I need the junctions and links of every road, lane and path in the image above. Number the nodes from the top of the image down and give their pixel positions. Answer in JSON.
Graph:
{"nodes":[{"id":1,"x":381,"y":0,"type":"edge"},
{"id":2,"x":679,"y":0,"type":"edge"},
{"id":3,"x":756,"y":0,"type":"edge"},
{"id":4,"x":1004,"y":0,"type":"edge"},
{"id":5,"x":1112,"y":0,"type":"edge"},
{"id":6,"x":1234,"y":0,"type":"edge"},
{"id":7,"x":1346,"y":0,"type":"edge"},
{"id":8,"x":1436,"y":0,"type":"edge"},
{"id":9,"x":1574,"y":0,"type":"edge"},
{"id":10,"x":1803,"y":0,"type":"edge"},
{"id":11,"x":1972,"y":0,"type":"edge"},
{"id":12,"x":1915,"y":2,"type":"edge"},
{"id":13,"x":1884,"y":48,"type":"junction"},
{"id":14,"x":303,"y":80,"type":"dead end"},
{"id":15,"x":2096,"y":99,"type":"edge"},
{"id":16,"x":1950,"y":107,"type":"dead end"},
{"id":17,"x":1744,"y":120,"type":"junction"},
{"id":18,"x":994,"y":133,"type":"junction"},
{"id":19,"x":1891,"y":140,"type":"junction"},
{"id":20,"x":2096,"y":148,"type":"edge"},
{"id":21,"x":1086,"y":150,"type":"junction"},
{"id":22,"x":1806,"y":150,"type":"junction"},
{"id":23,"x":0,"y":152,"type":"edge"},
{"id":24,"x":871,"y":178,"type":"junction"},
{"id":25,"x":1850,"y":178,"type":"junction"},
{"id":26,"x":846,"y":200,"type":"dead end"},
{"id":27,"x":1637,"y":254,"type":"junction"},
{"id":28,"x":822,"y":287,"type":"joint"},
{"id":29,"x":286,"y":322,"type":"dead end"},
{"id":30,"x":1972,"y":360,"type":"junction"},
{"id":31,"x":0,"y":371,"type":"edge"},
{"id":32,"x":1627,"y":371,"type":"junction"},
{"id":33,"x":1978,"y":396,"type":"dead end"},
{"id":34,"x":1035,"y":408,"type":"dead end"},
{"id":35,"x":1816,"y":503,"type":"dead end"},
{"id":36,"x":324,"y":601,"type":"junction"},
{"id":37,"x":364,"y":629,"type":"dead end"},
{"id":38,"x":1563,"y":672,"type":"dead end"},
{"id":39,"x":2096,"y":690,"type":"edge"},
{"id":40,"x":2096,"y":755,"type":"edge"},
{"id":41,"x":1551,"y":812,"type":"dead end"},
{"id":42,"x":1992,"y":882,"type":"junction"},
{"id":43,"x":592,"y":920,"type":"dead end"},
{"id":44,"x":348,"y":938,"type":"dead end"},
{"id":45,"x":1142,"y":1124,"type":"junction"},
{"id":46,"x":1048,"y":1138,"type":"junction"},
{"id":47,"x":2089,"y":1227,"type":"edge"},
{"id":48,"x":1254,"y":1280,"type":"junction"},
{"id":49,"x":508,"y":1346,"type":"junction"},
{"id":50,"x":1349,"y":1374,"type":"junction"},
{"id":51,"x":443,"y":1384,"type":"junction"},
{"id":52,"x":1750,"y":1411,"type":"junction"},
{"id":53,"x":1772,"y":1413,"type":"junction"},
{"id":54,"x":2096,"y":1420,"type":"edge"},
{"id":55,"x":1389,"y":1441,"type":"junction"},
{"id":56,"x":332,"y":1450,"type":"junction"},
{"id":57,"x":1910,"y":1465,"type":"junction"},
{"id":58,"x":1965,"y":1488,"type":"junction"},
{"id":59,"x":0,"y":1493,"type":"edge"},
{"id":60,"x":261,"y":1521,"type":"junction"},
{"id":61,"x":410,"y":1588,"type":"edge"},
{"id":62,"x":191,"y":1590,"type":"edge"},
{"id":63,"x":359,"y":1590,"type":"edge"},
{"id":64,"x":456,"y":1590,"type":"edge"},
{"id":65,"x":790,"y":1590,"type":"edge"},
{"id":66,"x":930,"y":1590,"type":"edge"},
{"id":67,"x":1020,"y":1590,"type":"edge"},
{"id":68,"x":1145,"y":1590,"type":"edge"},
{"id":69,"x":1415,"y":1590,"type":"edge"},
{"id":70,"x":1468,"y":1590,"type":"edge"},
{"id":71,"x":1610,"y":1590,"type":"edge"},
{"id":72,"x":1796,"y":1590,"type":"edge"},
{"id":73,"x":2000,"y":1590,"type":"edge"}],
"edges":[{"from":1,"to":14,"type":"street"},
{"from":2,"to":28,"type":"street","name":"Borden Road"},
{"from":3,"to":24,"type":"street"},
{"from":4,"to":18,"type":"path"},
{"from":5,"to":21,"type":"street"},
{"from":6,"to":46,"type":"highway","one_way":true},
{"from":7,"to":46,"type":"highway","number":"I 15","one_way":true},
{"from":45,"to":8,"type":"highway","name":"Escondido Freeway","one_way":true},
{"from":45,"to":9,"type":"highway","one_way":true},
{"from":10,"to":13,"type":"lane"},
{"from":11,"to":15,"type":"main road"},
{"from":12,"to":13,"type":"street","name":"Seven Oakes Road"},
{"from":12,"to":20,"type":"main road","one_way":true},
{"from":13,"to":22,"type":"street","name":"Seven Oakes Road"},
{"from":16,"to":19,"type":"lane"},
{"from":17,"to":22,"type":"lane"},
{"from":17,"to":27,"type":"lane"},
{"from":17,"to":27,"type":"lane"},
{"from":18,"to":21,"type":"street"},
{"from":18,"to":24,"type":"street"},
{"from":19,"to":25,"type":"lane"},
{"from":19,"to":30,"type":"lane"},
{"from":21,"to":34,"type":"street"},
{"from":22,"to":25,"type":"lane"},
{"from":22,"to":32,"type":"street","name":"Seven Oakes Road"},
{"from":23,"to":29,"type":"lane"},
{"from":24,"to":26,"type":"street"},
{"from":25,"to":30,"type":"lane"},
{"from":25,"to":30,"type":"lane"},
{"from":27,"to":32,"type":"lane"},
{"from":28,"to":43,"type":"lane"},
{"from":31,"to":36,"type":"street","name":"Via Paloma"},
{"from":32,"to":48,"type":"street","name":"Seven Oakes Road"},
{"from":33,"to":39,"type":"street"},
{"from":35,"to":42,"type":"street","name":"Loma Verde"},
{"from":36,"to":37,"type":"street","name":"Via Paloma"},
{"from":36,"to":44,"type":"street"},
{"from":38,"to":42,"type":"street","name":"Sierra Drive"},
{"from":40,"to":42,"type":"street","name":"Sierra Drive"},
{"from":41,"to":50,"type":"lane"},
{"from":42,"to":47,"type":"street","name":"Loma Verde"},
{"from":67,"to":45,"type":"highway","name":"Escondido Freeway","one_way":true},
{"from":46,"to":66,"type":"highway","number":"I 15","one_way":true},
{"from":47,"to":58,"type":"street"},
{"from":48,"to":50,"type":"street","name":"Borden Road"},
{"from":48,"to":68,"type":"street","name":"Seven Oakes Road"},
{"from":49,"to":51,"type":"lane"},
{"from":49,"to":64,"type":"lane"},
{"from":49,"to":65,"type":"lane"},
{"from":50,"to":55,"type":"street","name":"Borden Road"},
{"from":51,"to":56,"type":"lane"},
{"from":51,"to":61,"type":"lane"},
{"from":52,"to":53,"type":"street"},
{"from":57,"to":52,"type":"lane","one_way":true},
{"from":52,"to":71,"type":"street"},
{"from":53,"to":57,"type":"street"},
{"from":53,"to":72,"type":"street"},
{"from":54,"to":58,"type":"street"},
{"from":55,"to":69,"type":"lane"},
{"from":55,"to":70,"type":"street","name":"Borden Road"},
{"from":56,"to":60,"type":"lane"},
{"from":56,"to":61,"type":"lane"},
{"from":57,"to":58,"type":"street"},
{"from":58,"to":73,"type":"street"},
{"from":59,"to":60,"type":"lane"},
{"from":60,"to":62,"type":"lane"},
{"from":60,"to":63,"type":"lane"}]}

==============================

WHAT IS REQUIRED: State how many lines of the data contain the word "Seven". Nothing besides the number belongs in the reply.

RESULT FOR THIS EXERCISE: 5